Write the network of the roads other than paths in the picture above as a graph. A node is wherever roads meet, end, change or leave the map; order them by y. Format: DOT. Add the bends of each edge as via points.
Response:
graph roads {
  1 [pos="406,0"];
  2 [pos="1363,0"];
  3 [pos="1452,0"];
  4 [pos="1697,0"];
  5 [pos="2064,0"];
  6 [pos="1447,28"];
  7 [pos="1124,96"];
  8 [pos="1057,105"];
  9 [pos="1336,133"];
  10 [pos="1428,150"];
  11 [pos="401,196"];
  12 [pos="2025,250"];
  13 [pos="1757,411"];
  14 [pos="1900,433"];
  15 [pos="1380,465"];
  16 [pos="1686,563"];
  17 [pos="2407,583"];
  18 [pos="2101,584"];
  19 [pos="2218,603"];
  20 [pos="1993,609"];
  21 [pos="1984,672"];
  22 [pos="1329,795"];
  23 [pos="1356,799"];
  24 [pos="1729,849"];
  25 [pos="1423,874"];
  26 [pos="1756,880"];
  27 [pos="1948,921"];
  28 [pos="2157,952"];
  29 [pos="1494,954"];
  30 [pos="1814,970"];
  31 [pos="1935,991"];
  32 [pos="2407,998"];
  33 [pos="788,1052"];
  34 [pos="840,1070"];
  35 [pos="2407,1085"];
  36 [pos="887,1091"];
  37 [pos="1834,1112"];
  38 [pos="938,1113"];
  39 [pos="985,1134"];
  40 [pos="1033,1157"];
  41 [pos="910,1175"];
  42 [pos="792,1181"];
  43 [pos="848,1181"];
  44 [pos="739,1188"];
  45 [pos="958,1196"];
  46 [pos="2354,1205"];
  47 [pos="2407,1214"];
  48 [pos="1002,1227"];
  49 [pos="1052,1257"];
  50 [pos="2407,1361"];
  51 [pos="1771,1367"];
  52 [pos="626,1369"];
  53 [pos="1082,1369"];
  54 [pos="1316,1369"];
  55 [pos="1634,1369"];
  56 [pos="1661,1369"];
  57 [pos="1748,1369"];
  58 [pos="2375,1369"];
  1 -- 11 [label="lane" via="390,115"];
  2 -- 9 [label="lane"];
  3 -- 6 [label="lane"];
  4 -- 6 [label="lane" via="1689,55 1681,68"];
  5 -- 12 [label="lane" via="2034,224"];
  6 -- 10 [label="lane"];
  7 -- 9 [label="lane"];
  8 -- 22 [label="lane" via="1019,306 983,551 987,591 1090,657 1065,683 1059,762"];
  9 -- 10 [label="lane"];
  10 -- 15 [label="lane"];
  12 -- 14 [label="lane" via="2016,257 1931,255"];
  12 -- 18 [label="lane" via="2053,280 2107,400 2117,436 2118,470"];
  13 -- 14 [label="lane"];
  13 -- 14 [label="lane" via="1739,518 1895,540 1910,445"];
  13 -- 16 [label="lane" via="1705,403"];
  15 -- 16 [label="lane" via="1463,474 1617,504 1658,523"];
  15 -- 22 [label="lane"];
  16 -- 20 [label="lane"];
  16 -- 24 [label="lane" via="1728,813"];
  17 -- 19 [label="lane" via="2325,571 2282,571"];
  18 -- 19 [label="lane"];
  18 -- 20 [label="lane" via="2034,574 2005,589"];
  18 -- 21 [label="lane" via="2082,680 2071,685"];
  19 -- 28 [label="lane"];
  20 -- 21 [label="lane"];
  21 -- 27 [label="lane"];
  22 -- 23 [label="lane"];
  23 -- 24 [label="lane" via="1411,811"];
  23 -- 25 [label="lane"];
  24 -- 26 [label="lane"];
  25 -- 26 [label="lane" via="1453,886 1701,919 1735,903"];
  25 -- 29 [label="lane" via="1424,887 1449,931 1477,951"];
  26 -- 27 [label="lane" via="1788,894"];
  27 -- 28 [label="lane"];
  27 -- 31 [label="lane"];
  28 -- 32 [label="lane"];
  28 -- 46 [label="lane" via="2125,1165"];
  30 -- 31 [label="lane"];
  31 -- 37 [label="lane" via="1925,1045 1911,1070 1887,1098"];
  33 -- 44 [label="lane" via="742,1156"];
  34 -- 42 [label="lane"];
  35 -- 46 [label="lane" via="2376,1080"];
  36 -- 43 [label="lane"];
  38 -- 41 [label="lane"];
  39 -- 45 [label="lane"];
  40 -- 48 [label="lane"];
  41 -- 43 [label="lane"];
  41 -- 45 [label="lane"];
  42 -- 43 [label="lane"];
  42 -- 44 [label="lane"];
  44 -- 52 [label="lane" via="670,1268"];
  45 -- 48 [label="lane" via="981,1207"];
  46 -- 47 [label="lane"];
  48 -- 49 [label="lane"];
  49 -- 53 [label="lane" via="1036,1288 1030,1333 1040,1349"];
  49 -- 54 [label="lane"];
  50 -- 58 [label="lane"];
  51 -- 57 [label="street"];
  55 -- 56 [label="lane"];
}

▶ [What to do]: In the material above, how many lines contain the string "graph"? Respond with that number by itself.

▶ [Exercise output]: 2